*** RECORDED INFORMATION ***

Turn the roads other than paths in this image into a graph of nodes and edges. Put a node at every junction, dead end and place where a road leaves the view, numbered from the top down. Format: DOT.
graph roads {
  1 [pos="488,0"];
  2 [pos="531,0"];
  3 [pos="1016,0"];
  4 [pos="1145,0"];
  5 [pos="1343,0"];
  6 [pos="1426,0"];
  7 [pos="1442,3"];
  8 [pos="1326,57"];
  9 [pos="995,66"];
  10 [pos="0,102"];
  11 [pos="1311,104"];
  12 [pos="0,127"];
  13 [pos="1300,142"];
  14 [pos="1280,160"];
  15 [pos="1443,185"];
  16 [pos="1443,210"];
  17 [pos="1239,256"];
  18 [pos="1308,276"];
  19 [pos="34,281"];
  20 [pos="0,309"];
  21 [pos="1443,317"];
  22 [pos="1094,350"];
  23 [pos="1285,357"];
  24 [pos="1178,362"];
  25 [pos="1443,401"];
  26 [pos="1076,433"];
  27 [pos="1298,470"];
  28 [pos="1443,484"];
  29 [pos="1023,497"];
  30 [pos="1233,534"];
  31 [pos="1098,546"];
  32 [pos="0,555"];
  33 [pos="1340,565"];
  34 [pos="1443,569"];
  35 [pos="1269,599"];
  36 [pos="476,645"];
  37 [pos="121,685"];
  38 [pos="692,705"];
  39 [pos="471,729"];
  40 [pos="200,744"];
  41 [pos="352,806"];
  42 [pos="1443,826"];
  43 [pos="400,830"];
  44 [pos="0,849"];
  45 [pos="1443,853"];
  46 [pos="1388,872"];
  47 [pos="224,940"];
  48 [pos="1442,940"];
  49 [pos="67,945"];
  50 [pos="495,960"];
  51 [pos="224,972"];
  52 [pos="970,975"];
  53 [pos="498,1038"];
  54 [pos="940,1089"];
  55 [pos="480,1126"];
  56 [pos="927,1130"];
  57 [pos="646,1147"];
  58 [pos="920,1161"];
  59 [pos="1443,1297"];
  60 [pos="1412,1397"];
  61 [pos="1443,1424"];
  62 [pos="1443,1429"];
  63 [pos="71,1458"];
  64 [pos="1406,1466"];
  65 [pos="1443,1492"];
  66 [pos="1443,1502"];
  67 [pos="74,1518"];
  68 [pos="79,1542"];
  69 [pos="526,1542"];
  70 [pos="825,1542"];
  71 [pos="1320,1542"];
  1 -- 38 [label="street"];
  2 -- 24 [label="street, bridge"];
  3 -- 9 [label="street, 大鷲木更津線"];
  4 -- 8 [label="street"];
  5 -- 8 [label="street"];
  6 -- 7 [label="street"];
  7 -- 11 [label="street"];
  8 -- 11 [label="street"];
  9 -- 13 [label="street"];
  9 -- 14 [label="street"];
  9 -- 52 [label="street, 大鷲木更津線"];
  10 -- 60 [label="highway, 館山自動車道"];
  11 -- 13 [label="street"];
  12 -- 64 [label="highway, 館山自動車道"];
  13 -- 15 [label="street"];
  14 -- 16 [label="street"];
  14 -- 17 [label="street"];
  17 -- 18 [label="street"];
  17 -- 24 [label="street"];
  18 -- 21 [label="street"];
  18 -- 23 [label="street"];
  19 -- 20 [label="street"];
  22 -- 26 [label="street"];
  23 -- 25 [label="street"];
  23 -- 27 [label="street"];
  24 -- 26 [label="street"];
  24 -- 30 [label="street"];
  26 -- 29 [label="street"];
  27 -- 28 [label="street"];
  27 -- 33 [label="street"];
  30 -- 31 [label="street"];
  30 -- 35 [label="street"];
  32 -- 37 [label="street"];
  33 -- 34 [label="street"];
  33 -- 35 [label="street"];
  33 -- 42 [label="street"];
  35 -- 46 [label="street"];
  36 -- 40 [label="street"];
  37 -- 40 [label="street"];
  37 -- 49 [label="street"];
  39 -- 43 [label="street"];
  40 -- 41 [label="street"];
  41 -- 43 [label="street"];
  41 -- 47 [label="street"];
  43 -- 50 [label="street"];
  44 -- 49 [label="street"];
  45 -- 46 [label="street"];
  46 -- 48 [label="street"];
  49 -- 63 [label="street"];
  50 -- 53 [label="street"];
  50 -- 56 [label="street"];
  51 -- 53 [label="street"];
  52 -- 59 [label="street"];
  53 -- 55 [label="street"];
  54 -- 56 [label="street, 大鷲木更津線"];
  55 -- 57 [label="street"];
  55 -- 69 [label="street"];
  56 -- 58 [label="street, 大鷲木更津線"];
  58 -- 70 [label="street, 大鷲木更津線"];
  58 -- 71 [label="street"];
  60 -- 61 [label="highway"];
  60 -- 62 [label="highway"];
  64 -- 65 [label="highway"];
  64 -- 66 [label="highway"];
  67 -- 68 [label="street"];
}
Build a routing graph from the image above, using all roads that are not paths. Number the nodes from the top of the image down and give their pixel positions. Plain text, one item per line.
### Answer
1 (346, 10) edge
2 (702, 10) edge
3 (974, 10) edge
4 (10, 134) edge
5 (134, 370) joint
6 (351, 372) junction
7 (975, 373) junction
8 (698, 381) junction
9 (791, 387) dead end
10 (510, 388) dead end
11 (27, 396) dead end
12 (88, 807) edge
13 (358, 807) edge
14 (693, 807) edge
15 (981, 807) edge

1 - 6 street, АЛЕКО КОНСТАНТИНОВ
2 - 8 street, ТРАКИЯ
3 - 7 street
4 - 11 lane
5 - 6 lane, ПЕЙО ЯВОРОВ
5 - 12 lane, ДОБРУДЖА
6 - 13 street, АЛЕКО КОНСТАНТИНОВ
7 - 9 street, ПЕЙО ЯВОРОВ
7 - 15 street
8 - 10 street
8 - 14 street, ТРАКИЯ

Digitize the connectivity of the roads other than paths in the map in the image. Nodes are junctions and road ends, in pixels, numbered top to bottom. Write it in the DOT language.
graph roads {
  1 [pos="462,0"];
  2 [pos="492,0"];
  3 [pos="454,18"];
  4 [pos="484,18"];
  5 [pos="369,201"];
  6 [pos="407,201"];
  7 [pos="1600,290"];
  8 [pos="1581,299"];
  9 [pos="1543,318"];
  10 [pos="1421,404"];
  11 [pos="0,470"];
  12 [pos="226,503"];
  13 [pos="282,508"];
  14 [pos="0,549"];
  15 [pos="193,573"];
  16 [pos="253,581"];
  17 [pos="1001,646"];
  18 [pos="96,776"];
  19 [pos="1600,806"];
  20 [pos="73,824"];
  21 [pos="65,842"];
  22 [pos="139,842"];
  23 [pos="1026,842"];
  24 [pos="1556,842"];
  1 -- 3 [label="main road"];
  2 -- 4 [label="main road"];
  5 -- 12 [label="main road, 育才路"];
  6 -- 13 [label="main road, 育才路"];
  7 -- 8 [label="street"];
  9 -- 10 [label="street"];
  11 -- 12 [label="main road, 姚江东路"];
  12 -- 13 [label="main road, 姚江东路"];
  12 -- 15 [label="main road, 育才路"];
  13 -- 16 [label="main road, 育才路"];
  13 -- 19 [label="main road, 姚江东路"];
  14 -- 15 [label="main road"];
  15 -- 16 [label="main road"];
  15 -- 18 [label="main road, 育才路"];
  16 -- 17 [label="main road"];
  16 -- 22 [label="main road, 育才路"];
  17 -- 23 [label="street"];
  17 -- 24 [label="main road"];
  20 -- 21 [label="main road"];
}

***

### PROBLEM
Exact copies of all the records are required.

### OUTPUT FOR THIS EXERCISE
Turn the roads other than paths in this image into a graph of nodes and edges. Put a node at every junction, dead end and place where a road leaves the view, numbered from the top down. Format: DOT.
graph roads {
  1 [pos="488,0"];
  2 [pos="531,0"];
  3 [pos="1016,0"];
  4 [pos="1145,0"];
  5 [pos="1343,0"];
  6 [pos="1426,0"];
  7 [pos="1442,3"];
  8 [pos="1326,57"];
  9 [pos="995,66"];
  10 [pos="0,102"];
  11 [pos="1311,104"];
  12 [pos="0,127"];
  13 [pos="1300,142"];
  14 [pos="1280,160"];
  15 [pos="1443,185"];
  16 [pos="1443,210"];
  17 [pos="1239,256"];
  18 [pos="1308,276"];
  19 [pos="34,281"];
  20 [pos="0,309"];
  21 [pos="1443,317"];
  22 [pos="1094,350"];
  23 [pos="1285,357"];
  24 [pos="1178,362"];
  25 [pos="1443,401"];
  26 [pos="1076,433"];
  27 [pos="1298,470"];
  28 [pos="1443,484"];
  29 [pos="1023,497"];
  30 [pos="1233,534"];
  31 [pos="1098,546"];
  32 [pos="0,555"];
  33 [pos="1340,565"];
  34 [pos="1443,569"];
  35 [pos="1269,599"];
  36 [pos="476,645"];
  37 [pos="121,685"];
  38 [pos="692,705"];
  39 [pos="471,729"];
  40 [pos="200,744"];
  41 [pos="352,806"];
  42 [pos="1443,826"];
  43 [pos="400,830"];
  44 [pos="0,849"];
  45 [pos="1443,853"];
  46 [pos="1388,872"];
  47 [pos="224,940"];
  48 [pos="1442,940"];
  49 [pos="67,945"];
  50 [pos="495,960"];
  51 [pos="224,972"];
  52 [pos="970,975"];
  53 [pos="498,1038"];
  54 [pos="940,1089"];
  55 [pos="480,1126"];
  56 [pos="927,1130"];
  57 [pos="646,1147"];
  58 [pos="920,1161"];
  59 [pos="1443,1297"];
  60 [pos="1412,1397"];
  61 [pos="1443,1424"];
  62 [pos="1443,1429"];
  63 [pos="71,1458"];
  64 [pos="1406,1466"];
  65 [pos="1443,1492"];
  66 [pos="1443,1502"];
  67 [pos="74,1518"];
  68 [pos="79,1542"];
  69 [pos="526,1542"];
  70 [pos="825,1542"];
  71 [pos="1320,1542"];
  1 -- 38 [label="street"];
  2 -- 24 [label="street, bridge"];
  3 -- 9 [label="street, 大鷲木更津線"];
  4 -- 8 [label="street"];
  5 -- 8 [label="street"];
  6 -- 7 [label="street"];
  7 -- 11 [label="street"];
  8 -- 11 [label="street"];
  9 -- 13 [label="street"];
  9 -- 14 [label="street"];
  9 -- 52 [label="street, 大鷲木更津線"];
  10 -- 60 [label="highway, 館山自動車道"];
  11 -- 13 [label="street"];
  12 -- 64 [label="highway, 館山自動車道"];
  13 -- 15 [label="street"];
  14 -- 16 [label="street"];
  14 -- 17 [label="street"];
  17 -- 18 [label="street"];
  17 -- 24 [label="street"];
  18 -- 21 [label="street"];
  18 -- 23 [label="street"];
  19 -- 20 [label="street"];
  22 -- 26 [label="street"];
  23 -- 25 [label="street"];
  23 -- 27 [label="street"];
  24 -- 26 [label="street"];
  24 -- 30 [label="street"];
  26 -- 29 [label="street"];
  27 -- 28 [label="street"];
  27 -- 33 [label="street"];
  30 -- 31 [label="street"];
  30 -- 35 [label="street"];
  32 -- 37 [label="street"];
  33 -- 34 [label="street"];
  33 -- 35 [label="street"];
  33 -- 42 [label="street"];
  35 -- 46 [label="street"];
  36 -- 40 [label="street"];
  37 -- 40 [label="street"];
  37 -- 49 [label="street"];
  39 -- 43 [label="street"];
  40 -- 41 [label="street"];
  41 -- 43 [label="street"];
  41 -- 47 [label="street"];
  43 -- 50 [label="street"];
  44 -- 49 [label="street"];
  45 -- 46 [label="street"];
  46 -- 48 [label="street"];
  49 -- 63 [label="street"];
  50 -- 53 [label="street"];
  50 -- 56 [label="street"];
  51 -- 53 [label="street"];
  52 -- 59 [label="street"];
  53 -- 55 [label="street"];
  54 -- 56 [label="street, 大鷲木更津線"];
  55 -- 57 [label="street"];
  55 -- 69 [label="street"];
  56 -- 58 [label="street, 大鷲木更津線"];
  58 -- 70 [label="street, 大鷲木更津線"];
  58 -- 71 [label="street"];
  60 -- 61 [label="highway"];
  60 -- 62 [label="highway"];
  64 -- 65 [label="highway"];
  64 -- 66 [label="highway"];
  67 -- 68 [label="street"];
}
Build a routing graph from the image above, using all roads that are not paths. Number the nodes from the top of the image down and give their pixel positions. Plain text, one item per line.
### Answer
1 (346, 10) edge
2 (702, 10) edge
3 (974, 10) edge
4 (10, 134) edge
5 (134, 370) joint
6 (351, 372) junction
7 (975, 373) junction
8 (698, 381) junction
9 (791, 387) dead end
10 (510, 388) dead end
11 (27, 396) dead end
12 (88, 807) edge
13 (358, 807) edge
14 (693, 807) edge
15 (981, 807) edge

1 - 6 street, АЛЕКО КОНСТАНТИНОВ
2 - 8 street, ТРАКИЯ
3 - 7 street
4 - 11 lane
5 - 6 lane, ПЕЙО ЯВОРОВ
5 - 12 lane, ДОБРУДЖА
6 - 13 street, АЛЕКО КОНСТАНТИНОВ
7 - 9 street, ПЕЙО ЯВОРОВ
7 - 15 street
8 - 10 street
8 - 14 street, ТРАКИЯ

Digitize the connectivity of the roads other than paths in the map in the image. Nodes are junctions and road ends, in pixels, numbered top to bottom. Write it in the DOT language.
graph roads {
  1 [pos="462,0"];
  2 [pos="492,0"];
  3 [pos="454,18"];
  4 [pos="484,18"];
  5 [pos="369,201"];
  6 [pos="407,201"];
  7 [pos="1600,290"];
  8 [pos="1581,299"];
  9 [pos="1543,318"];
  10 [pos="1421,404"];
  11 [pos="0,470"];
  12 [pos="226,503"];
  13 [pos="282,508"];
  14 [pos="0,549"];
  15 [pos="193,573"];
  16 [pos="253,581"];
  17 [pos="1001,646"];
  18 [pos="96,776"];
  19 [pos="1600,806"];
  20 [pos="73,824"];
  21 [pos="65,842"];
  22 [pos="139,842"];
  23 [pos="1026,842"];
  24 [pos="1556,842"];
  1 -- 3 [label="main road"];
  2 -- 4 [label="main road"];
  5 -- 12 [label="main road, 育才路"];
  6 -- 13 [label="main road, 育才路"];
  7 -- 8 [label="street"];
  9 -- 10 [label="street"];
  11 -- 12 [label="main road, 姚江东路"];
  12 -- 13 [label="main road, 姚江东路"];
  12 -- 15 [label="main road, 育才路"];
  13 -- 16 [label="main road, 育才路"];
  13 -- 19 [label="main road, 姚江东路"];
  14 -- 15 [label="main road"];
  15 -- 16 [label="main road"];
  15 -- 18 [label="main road, 育才路"];
  16 -- 17 [label="main road"];
  16 -- 22 [label="main road, 育才路"];
  17 -- 23 [label="street"];
  17 -- 24 [label="main road"];
  20 -- 21 [label="main road"];
}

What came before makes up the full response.